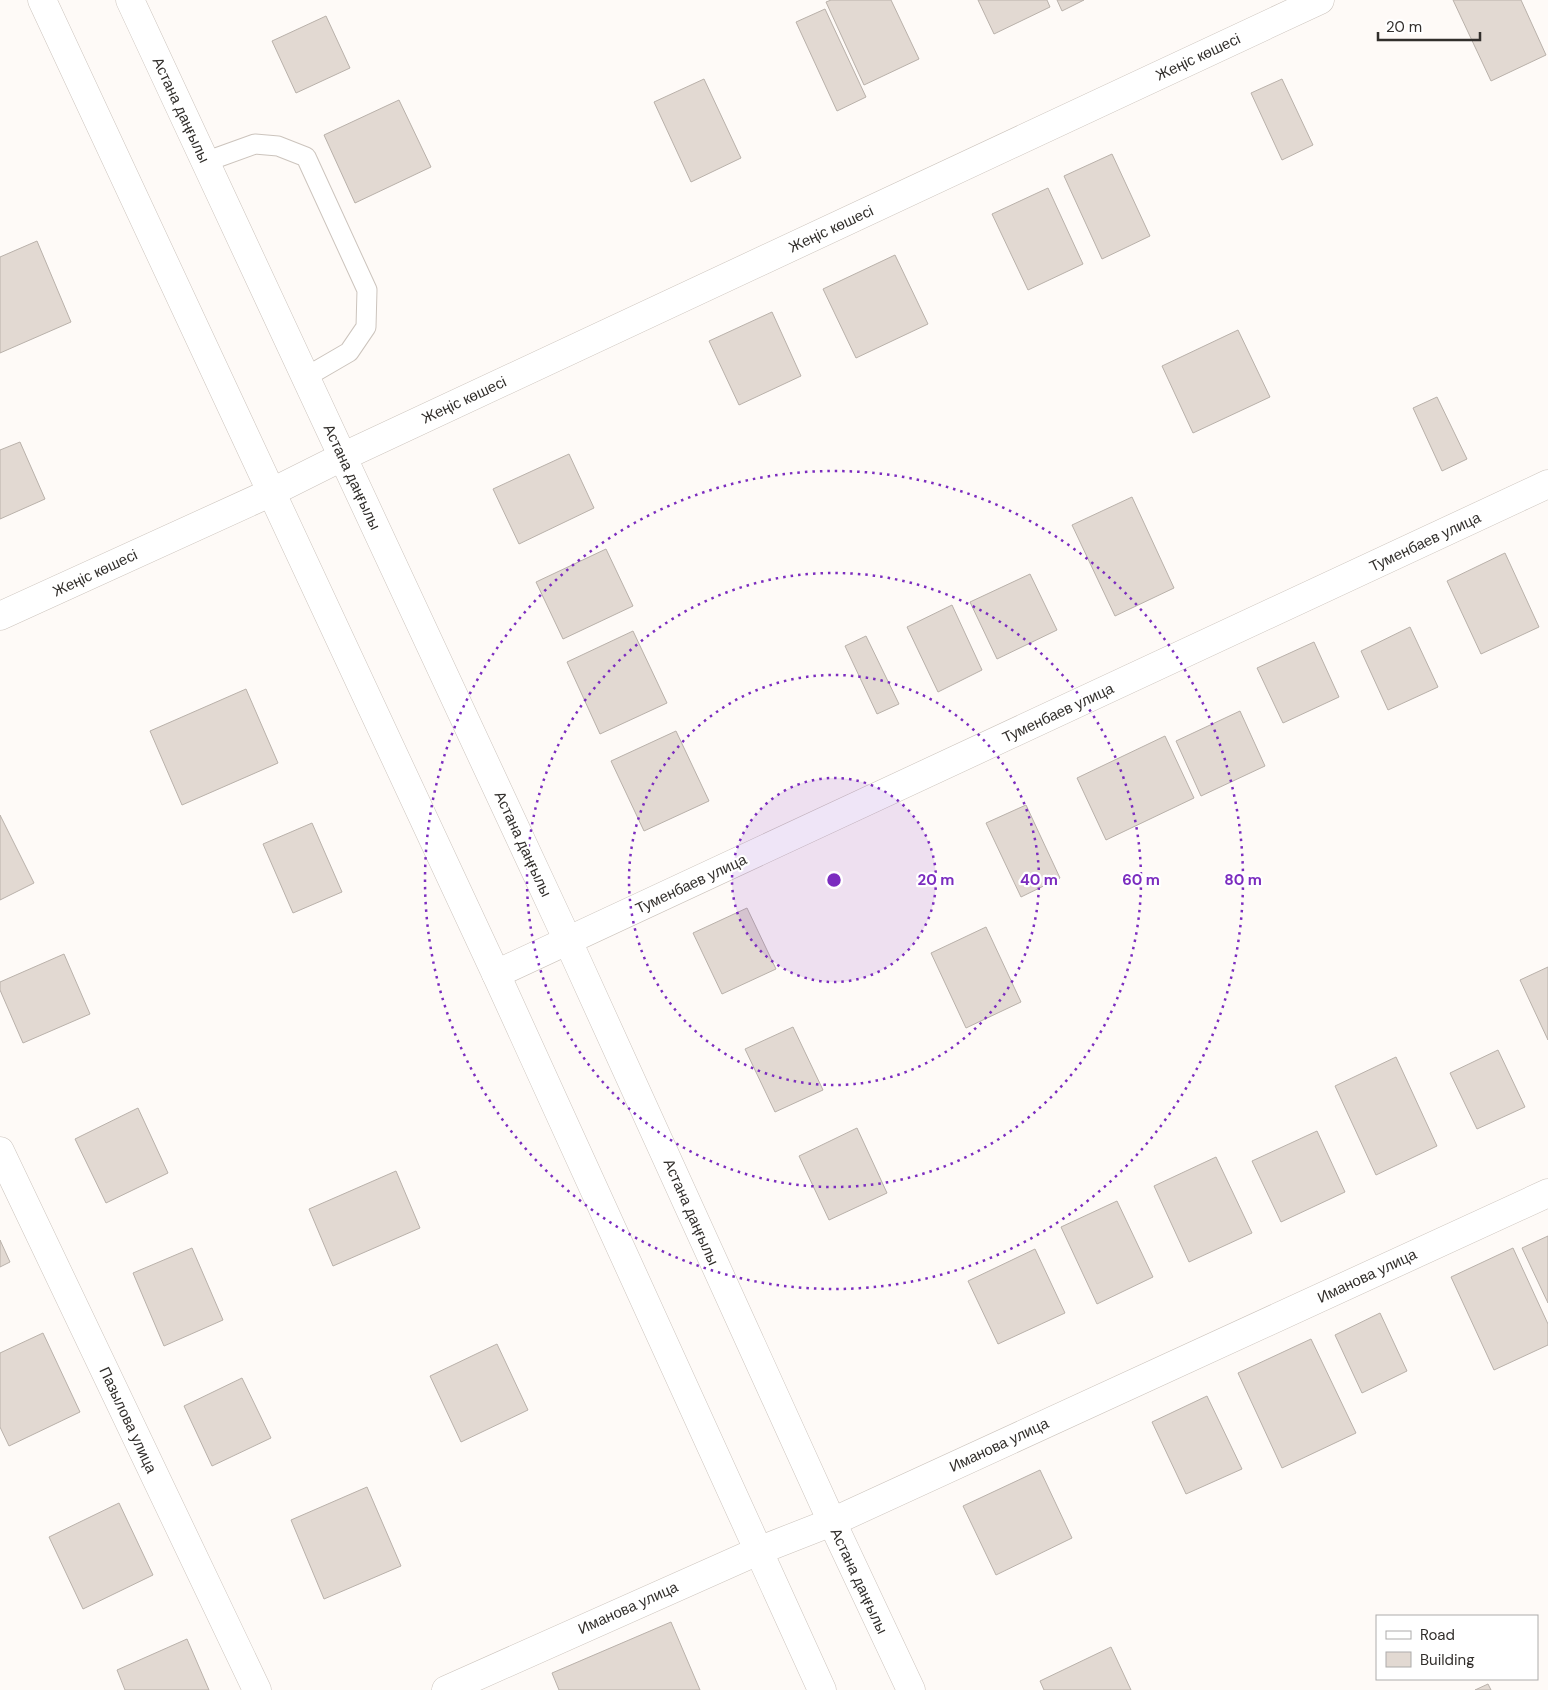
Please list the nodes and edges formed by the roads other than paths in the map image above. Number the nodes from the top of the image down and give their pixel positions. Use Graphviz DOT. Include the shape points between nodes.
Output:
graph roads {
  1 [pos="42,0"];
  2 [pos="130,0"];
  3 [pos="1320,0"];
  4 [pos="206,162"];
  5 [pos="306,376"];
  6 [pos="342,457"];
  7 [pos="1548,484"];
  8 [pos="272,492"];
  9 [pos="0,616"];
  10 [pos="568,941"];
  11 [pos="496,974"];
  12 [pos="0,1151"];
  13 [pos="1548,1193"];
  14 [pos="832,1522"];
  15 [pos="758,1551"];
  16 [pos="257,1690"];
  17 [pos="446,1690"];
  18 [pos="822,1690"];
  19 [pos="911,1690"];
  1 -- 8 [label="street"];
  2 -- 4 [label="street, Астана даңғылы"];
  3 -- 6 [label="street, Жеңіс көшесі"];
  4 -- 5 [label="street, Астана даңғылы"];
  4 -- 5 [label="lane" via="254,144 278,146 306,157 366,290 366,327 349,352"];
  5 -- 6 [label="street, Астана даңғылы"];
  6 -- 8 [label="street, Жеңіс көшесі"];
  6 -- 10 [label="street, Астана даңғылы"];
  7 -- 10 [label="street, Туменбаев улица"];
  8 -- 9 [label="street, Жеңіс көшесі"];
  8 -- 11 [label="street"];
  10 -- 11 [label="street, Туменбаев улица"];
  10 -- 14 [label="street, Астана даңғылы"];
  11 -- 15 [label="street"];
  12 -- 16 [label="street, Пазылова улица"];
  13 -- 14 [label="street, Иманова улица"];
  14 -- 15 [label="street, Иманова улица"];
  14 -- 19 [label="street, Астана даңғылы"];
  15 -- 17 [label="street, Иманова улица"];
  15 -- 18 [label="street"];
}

_Exercise requirements_: Some lines in the data above hold the string "Иманова". Find and copy each of them.

_Written answer_:
  13 -- 14 [label="street, Иманова улица"];
  14 -- 15 [label="street, Иманова улица"];
  15 -- 17 [label="street, Иманова улица"];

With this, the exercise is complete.